The effect of lamotrigine on cortical inhibition and plasticity in Neurofibromatosis type 1: Exploratory analysis of a randomized controlled trial (NF1-EXCEL)

Objective: 

Neurofibromatosis type 1 (NF1) is a genetic disorder associated with cognitive and behavioral deficits. In NF1, decreased neurofibromin levels attenuate hyperpolarization-activated cyclic nucleotide-gated channel 1 (HCN1) activity, thereby increasing inhibitory interneuron activity and decreasing synaptic plasticity. Lamotrigine, an HCN1-agonist, rescued this electrophysiological phenotype in an NF1 mouse model. We investigated whether lamotrigine can alter cortical inhibition and plasticity in adolescents with NF1 using transcranial magnetic stimulation (TMS). 

Methods: 

We performed an explorative analysis of secondary outcomes in the NF1-EXCEL trial (Clinicaltrials.gov identifier NCT02256124). Thirty-one adolescents with NF1 were randomized to either receive lamotrigine or a placebo. Using TMS, cortical inhibition was assessed with short-interval intracortical inhibition (SICI) and cortical plasticity with paired associative stimulation (PAS) at baseline and after 10 weeks of intervention. 

Results: 

Lamotrigine did not affect baseline cortical excitability.

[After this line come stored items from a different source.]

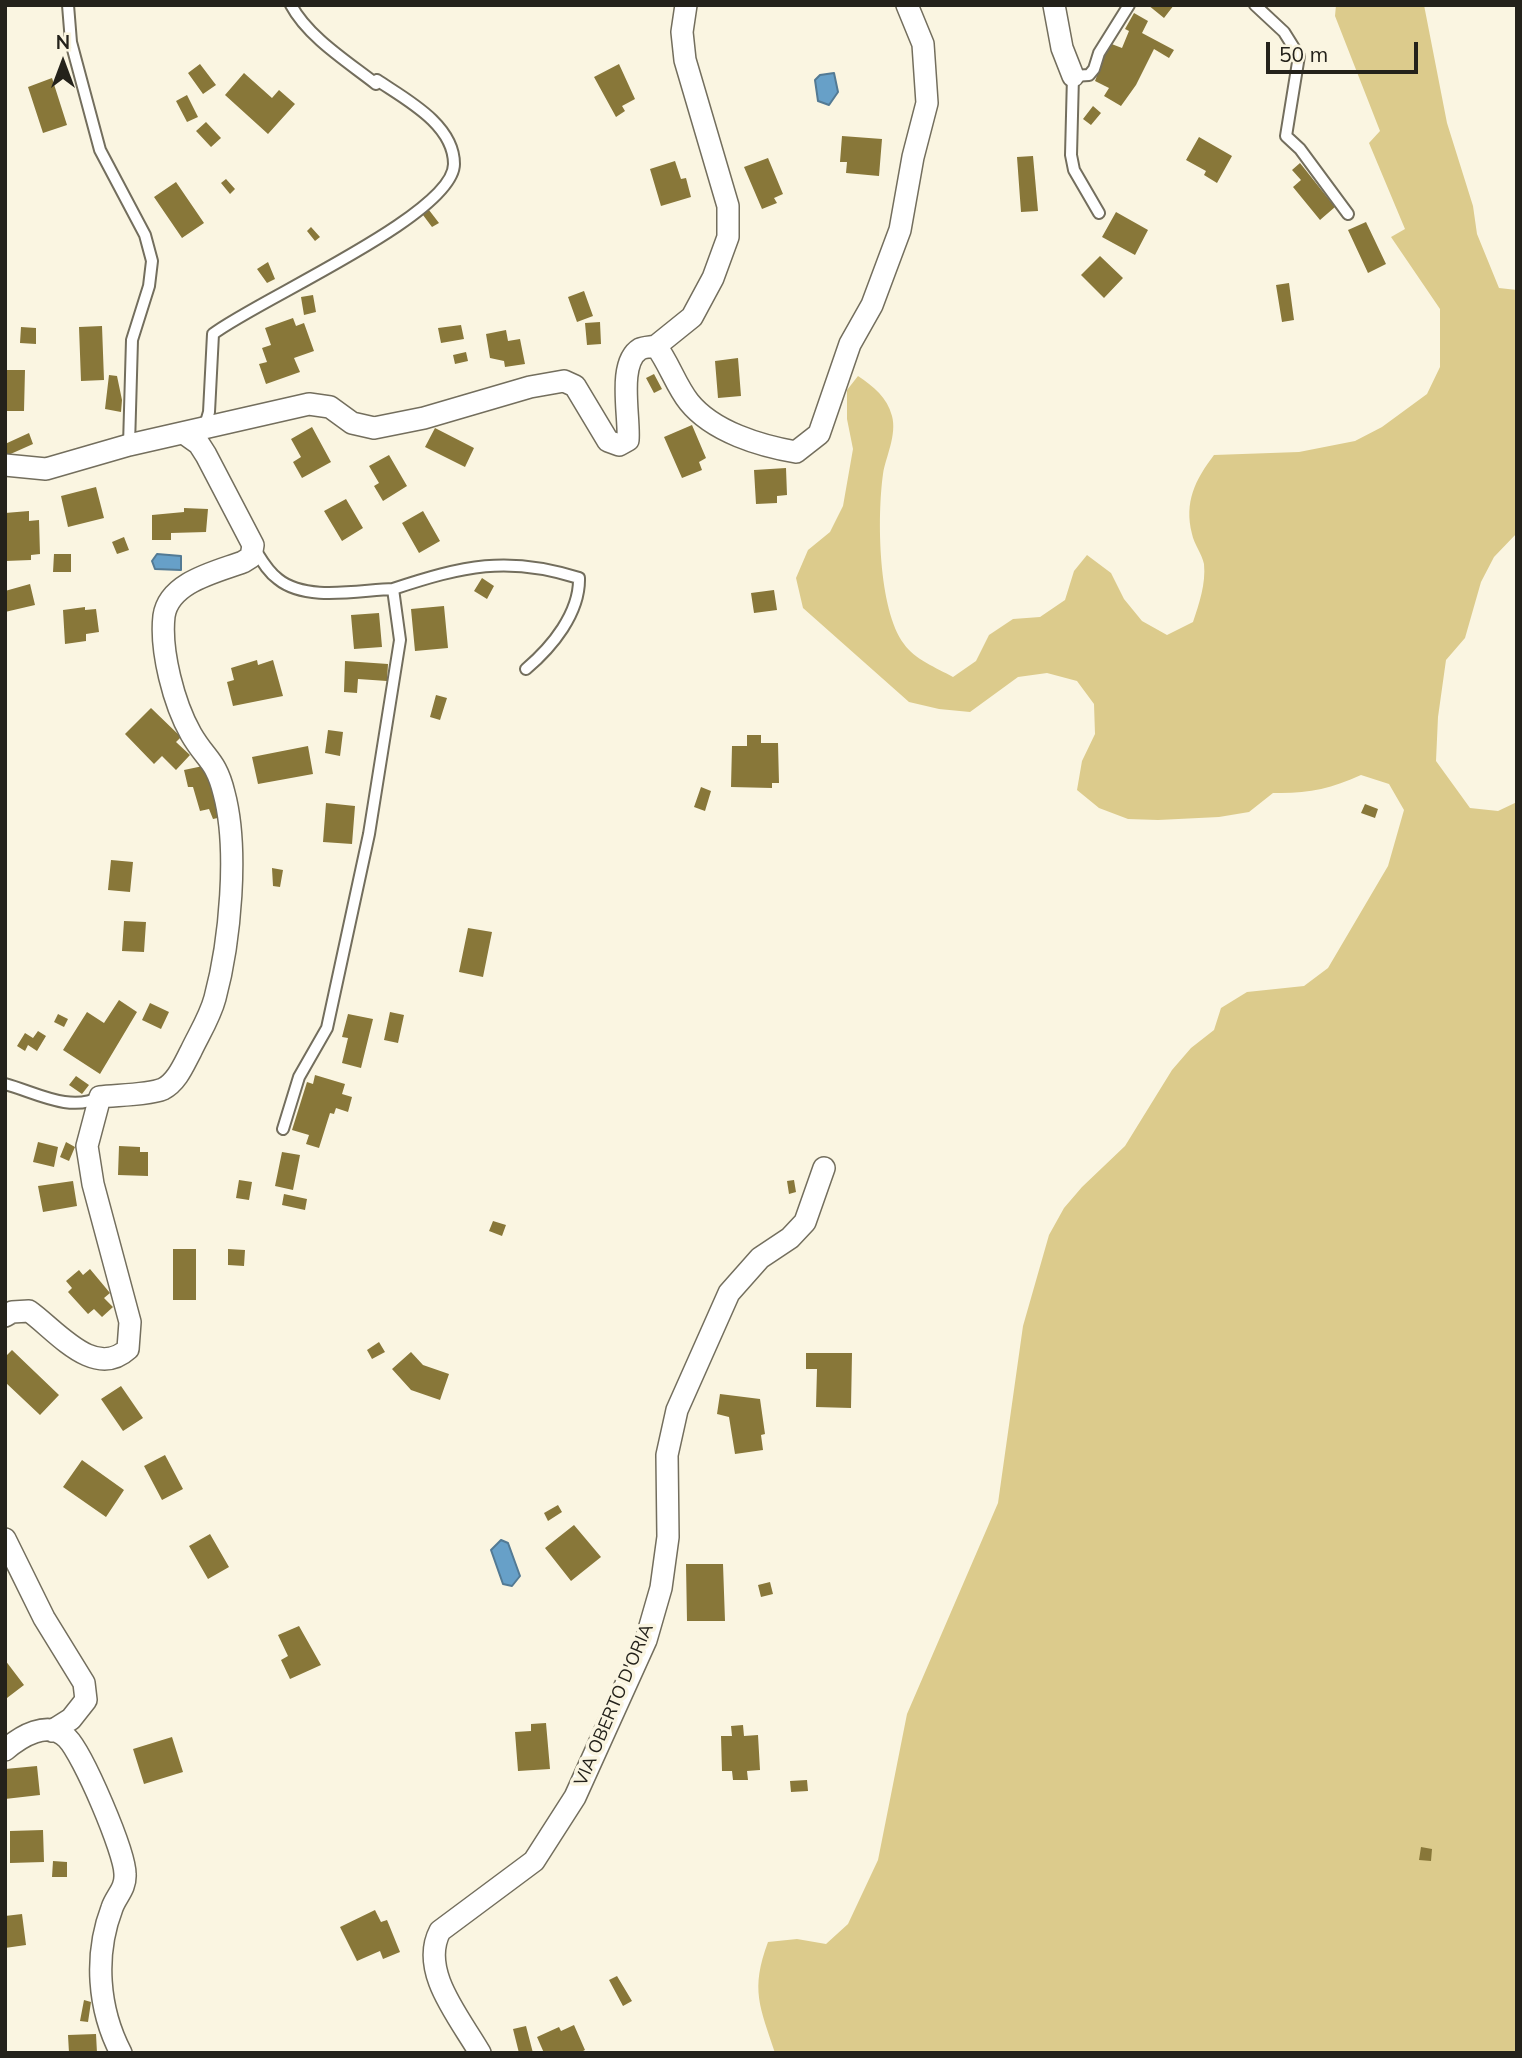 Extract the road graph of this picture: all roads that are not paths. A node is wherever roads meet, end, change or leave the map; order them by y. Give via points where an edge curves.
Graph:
1 (68, 5) edge
2 (291, 5) edge
3 (686, 5) edge
4 (907, 5) edge
5 (1054, 5) edge
6 (1129, 5) edge
7 (1255, 5) edge
8 (1073, 76) junction
9 (1099, 213) dead end
10 (1348, 214) dead end
11 (656, 346) junction
12 (195, 431) junction
13 (129, 445) junction
14 (5, 465) edge
15 (253, 545) junction
16 (393, 589) junction
17 (526, 668) dead end
18 (5, 1084) edge
19 (100, 1097) junction
20 (283, 1129) dead end
21 (824, 1168) dead end
22 (5, 1317) edge
23 (5, 1539) edge
24 (52, 1731) junction
25 (5, 1750) edge
26 (121, 2053) edge
27 (480, 2053) edge

1 - 13 lane via 71,42 100,150 145,235 152,261 132,340
2 - 12 lane via 297,17 341,56 431,118 447,141 454,163 449,184 376,239 213,334 209,412
3 - 11 street via 682,32 685,60 728,206 728,237 692,317
4 - 11 street via 923,44 927,103 900,230 872,305 850,344 818,434 796,452 747,439 707,419 689,402
5 - 8 street
6 - 8 lane via 1094,69 1089,75
7 - 10 lane via 1284,32 1300,56 1286,136
8 - 9 lane via 1071,155 1074,170
11 - 12 street via 640,349 630,360 626,376 628,440 619,445 608,441 575,386 564,382 374,428 352,423 330,407 309,404
12 - 13 street
12 - 15 street
13 - 14 street via 46,469
15 - 16 lane via 279,580 297,589
15 - 19 street via 251,557 190,583 172,597 164,616 176,706 192,737 216,765 233,848 215,1000 178,1075 163,1089
16 - 17 lane via 453,570 509,564 579,578 580,598 545,653
16 - 20 lane via 400,640 369,834 327,1028 299,1076
18 - 19 lane via 66,1103 86,1104
19 - 22 street via 88,1146 93,1184 130,1322 128,1349 119,1357 103,1360 82,1354 29,1311
21 - 27 street, VIA OBERTO D'ORIA via 805,1222 760,1258 729,1293 674,1416 667,1455 668,1537 661,1588 646,1640 575,1797 534,1861 440,1931 434,1944 434,1969
23 - 24 street via 44,1618 84,1683 86,1700 71,1719
24 - 25 street via 20,1737
24 - 26 street via 66,1737 91,1778 126,1872 124,1887 112,1908 100,1983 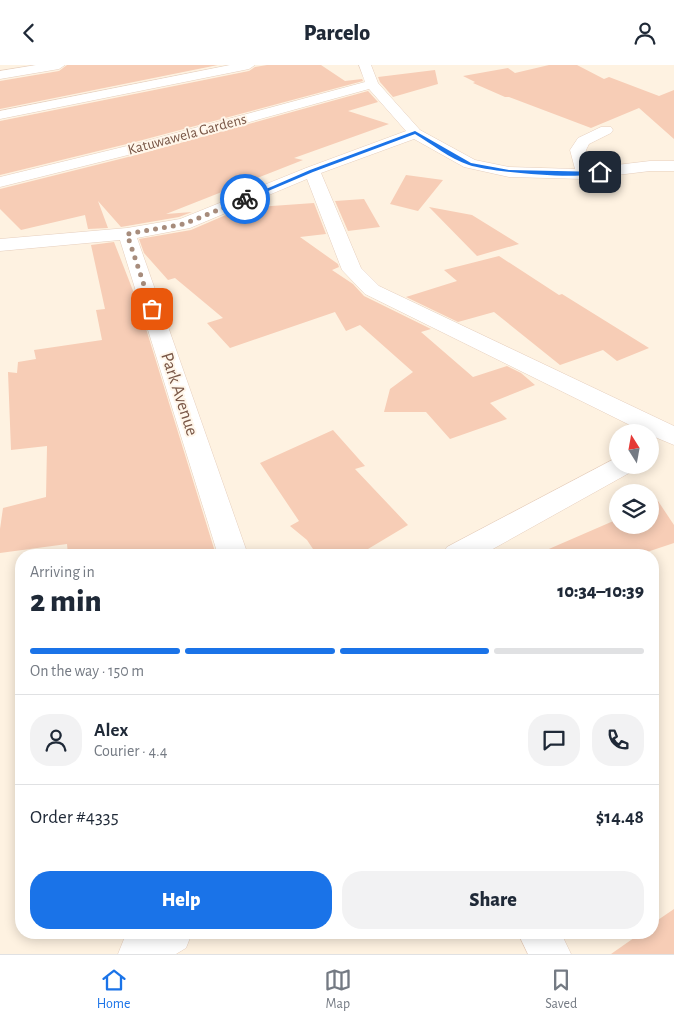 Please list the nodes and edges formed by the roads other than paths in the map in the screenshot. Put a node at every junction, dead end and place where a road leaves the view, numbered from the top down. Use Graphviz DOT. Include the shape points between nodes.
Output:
graph roads {
  1 [pos="59,65"];
  2 [pos="249,65"];
  3 [pos="364,65"];
  4 [pos="0,75"];
  5 [pos="372,84"];
  6 [pos="0,115"];
  7 [pos="606,130"];
  8 [pos="415,133"];
  9 [pos="674,167"];
  10 [pos="312,171"];
  11 [pos="584,174"];
  12 [pos="0,182"];
  13 [pos="127,234"];
  14 [pos="0,245"];
  15 [pos="674,436"];
  16 [pos="659,444"];
  17 [pos="609,472"];
  18 [pos="231,549"];
  19 [pos="468,549"];
  20 [pos="162,939"];
  21 [pos="542,939"];
  22 [pos="140,954"];
  23 [pos="550,954"];
  1 -- 4 [label="street"];
  2 -- 6 [label="street"];
  3 -- 5 [label="street"];
  5 -- 8 [label="street"];
  5 -- 12 [label="street, Katuwawela Gardens"];
  7 -- 11 [label="street" via="583,141 578,150"];
  8 -- 10 [label="street"];
  8 -- 11 [label="street" via="470,164 509,172"];
  9 -- 11 [label="street"];
  10 -- 13 [label="street" via="184,224"];
  10 -- 15 [label="street" via="352,270 372,290"];
  13 -- 14 [label="street"];
  13 -- 18 [label="street, Park Avenue"];
  15 -- 16 [label="street"];
  17 -- 19 [label="street"];
  20 -- 22 [label="street"];
  21 -- 23 [label="street"];
}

Additionally, no significant effects on either SICI or PAS responses were found after lamotrigine treatment in adolescents with NF1. Finally, lamotrigine did not affect pre-PAS single-pulse cortical excitability measures. 

Conclusion: 

10-week lamotrigine treatment does not alter cortical inhibition and plasticity in adolescents with NF1. 

Significance: 

While limited by a small sample size, our study indicates that lamotrigine cannot consistently modulate SICI or PAS in adolescents with NF1, suggesting limited potential for treating the underlying pathophysiological mechanisms.